=== Begin Enclosure ===

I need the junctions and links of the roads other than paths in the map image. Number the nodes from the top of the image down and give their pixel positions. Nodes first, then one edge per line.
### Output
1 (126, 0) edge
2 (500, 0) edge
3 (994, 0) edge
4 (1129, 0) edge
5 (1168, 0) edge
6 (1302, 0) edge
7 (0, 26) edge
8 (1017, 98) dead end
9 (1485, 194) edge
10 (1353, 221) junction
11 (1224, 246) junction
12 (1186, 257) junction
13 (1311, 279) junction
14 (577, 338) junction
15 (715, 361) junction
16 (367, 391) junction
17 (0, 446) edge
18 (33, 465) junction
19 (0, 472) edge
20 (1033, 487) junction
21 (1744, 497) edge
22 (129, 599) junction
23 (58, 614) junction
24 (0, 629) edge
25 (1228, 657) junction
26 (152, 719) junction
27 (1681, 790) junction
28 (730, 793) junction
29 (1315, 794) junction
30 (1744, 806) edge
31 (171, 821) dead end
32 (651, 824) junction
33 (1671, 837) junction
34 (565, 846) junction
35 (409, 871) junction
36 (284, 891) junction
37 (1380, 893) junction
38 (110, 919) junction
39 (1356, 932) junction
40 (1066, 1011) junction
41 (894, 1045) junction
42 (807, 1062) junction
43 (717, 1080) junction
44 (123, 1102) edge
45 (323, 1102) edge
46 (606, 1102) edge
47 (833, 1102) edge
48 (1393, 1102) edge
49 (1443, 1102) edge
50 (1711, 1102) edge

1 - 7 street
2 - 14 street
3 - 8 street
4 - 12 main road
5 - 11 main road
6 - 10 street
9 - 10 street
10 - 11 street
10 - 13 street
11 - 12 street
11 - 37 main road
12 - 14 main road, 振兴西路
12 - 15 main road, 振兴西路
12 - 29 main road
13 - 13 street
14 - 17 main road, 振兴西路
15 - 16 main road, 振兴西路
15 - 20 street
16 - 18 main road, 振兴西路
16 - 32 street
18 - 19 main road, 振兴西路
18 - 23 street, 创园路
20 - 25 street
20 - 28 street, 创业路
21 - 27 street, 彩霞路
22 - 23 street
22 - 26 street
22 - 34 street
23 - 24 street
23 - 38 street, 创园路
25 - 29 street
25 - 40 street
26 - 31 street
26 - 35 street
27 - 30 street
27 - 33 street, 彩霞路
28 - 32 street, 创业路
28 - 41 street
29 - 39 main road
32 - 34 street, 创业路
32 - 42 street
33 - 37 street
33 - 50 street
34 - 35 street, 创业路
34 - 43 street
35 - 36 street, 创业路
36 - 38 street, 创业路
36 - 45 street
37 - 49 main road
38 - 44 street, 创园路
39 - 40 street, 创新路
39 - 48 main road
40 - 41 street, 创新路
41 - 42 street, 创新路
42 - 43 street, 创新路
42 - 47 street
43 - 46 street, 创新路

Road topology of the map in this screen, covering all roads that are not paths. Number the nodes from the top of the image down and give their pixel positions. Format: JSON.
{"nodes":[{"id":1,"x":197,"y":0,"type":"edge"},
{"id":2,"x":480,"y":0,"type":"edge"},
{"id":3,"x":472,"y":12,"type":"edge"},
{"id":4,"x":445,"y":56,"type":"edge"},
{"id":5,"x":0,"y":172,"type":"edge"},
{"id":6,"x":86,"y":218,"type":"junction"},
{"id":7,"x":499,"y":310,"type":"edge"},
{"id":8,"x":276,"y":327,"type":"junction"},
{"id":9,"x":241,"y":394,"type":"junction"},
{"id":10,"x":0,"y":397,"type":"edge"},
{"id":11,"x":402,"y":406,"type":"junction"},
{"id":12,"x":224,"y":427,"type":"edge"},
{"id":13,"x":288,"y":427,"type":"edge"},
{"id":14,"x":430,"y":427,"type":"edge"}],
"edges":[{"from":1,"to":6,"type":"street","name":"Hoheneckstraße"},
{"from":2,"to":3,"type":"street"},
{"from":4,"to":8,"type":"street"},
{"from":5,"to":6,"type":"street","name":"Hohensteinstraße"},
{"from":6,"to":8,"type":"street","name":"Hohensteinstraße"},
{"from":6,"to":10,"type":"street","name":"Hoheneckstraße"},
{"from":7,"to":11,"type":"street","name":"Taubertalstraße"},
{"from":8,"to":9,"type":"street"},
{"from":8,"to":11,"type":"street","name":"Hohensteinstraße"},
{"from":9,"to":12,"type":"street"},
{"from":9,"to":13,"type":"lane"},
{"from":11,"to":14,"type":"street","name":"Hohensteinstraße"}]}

=== End Enclosure ===

▶ _Work request_
The expected result is every record above, duplicated exactly.

▶ _Exercise result_
I need the junctions and links of the roads other than paths in the map image. Number the nodes from the top of the image down and give their pixel positions. Nodes first, then one edge per line.
### Output
1 (126, 0) edge
2 (500, 0) edge
3 (994, 0) edge
4 (1129, 0) edge
5 (1168, 0) edge
6 (1302, 0) edge
7 (0, 26) edge
8 (1017, 98) dead end
9 (1485, 194) edge
10 (1353, 221) junction
11 (1224, 246) junction
12 (1186, 257) junction
13 (1311, 279) junction
14 (577, 338) junction
15 (715, 361) junction
16 (367, 391) junction
17 (0, 446) edge
18 (33, 465) junction
19 (0, 472) edge
20 (1033, 487) junction
21 (1744, 497) edge
22 (129, 599) junction
23 (58, 614) junction
24 (0, 629) edge
25 (1228, 657) junction
26 (152, 719) junction
27 (1681, 790) junction
28 (730, 793) junction
29 (1315, 794) junction
30 (1744, 806) edge
31 (171, 821) dead end
32 (651, 824) junction
33 (1671, 837) junction
34 (565, 846) junction
35 (409, 871) junction
36 (284, 891) junction
37 (1380, 893) junction
38 (110, 919) junction
39 (1356, 932) junction
40 (1066, 1011) junction
41 (894, 1045) junction
42 (807, 1062) junction
43 (717, 1080) junction
44 (123, 1102) edge
45 (323, 1102) edge
46 (606, 1102) edge
47 (833, 1102) edge
48 (1393, 1102) edge
49 (1443, 1102) edge
50 (1711, 1102) edge

1 - 7 street
2 - 14 street
3 - 8 street
4 - 12 main road
5 - 11 main road
6 - 10 street
9 - 10 street
10 - 11 street
10 - 13 street
11 - 12 street
11 - 37 main road
12 - 14 main road, 振兴西路
12 - 15 main road, 振兴西路
12 - 29 main road
13 - 13 street
14 - 17 main road, 振兴西路
15 - 16 main road, 振兴西路
15 - 20 street
16 - 18 main road, 振兴西路
16 - 32 street
18 - 19 main road, 振兴西路
18 - 23 street, 创园路
20 - 25 street
20 - 28 street, 创业路
21 - 27 street, 彩霞路
22 - 23 street
22 - 26 street
22 - 34 street
23 - 24 street
23 - 38 street, 创园路
25 - 29 street
25 - 40 street
26 - 31 street
26 - 35 street
27 - 30 street
27 - 33 street, 彩霞路
28 - 32 street, 创业路
28 - 41 street
29 - 39 main road
32 - 34 street, 创业路
32 - 42 street
33 - 37 street
33 - 50 street
34 - 35 street, 创业路
34 - 43 street
35 - 36 street, 创业路
36 - 38 street, 创业路
36 - 45 street
37 - 49 main road
38 - 44 street, 创园路
39 - 40 street, 创新路
39 - 48 main road
40 - 41 street, 创新路
41 - 42 street, 创新路
42 - 43 street, 创新路
42 - 47 street
43 - 46 street, 创新路

Road topology of the map in this screen, covering all roads that are not paths. Number the nodes from the top of the image down and give their pixel positions. Format: JSON.
{"nodes":[{"id":1,"x":197,"y":0,"type":"edge"},
{"id":2,"x":480,"y":0,"type":"edge"},
{"id":3,"x":472,"y":12,"type":"edge"},
{"id":4,"x":445,"y":56,"type":"edge"},
{"id":5,"x":0,"y":172,"type":"edge"},
{"id":6,"x":86,"y":218,"type":"junction"},
{"id":7,"x":499,"y":310,"type":"edge"},
{"id":8,"x":276,"y":327,"type":"junction"},
{"id":9,"x":241,"y":394,"type":"junction"},
{"id":10,"x":0,"y":397,"type":"edge"},
{"id":11,"x":402,"y":406,"type":"junction"},
{"id":12,"x":224,"y":427,"type":"edge"},
{"id":13,"x":288,"y":427,"type":"edge"},
{"id":14,"x":430,"y":427,"type":"edge"}],
"edges":[{"from":1,"to":6,"type":"street","name":"Hoheneckstraße"},
{"from":2,"to":3,"type":"street"},
{"from":4,"to":8,"type":"street"},
{"from":5,"to":6,"type":"street","name":"Hohensteinstraße"},
{"from":6,"to":8,"type":"street","name":"Hohensteinstraße"},
{"from":6,"to":10,"type":"street","name":"Hoheneckstraße"},
{"from":7,"to":11,"type":"street","name":"Taubertalstraße"},
{"from":8,"to":9,"type":"street"},
{"from":8,"to":11,"type":"street","name":"Hohensteinstraße"},
{"from":9,"to":12,"type":"street"},
{"from":9,"to":13,"type":"lane"},
{"from":11,"to":14,"type":"street","name":"Hohensteinstraße"}]}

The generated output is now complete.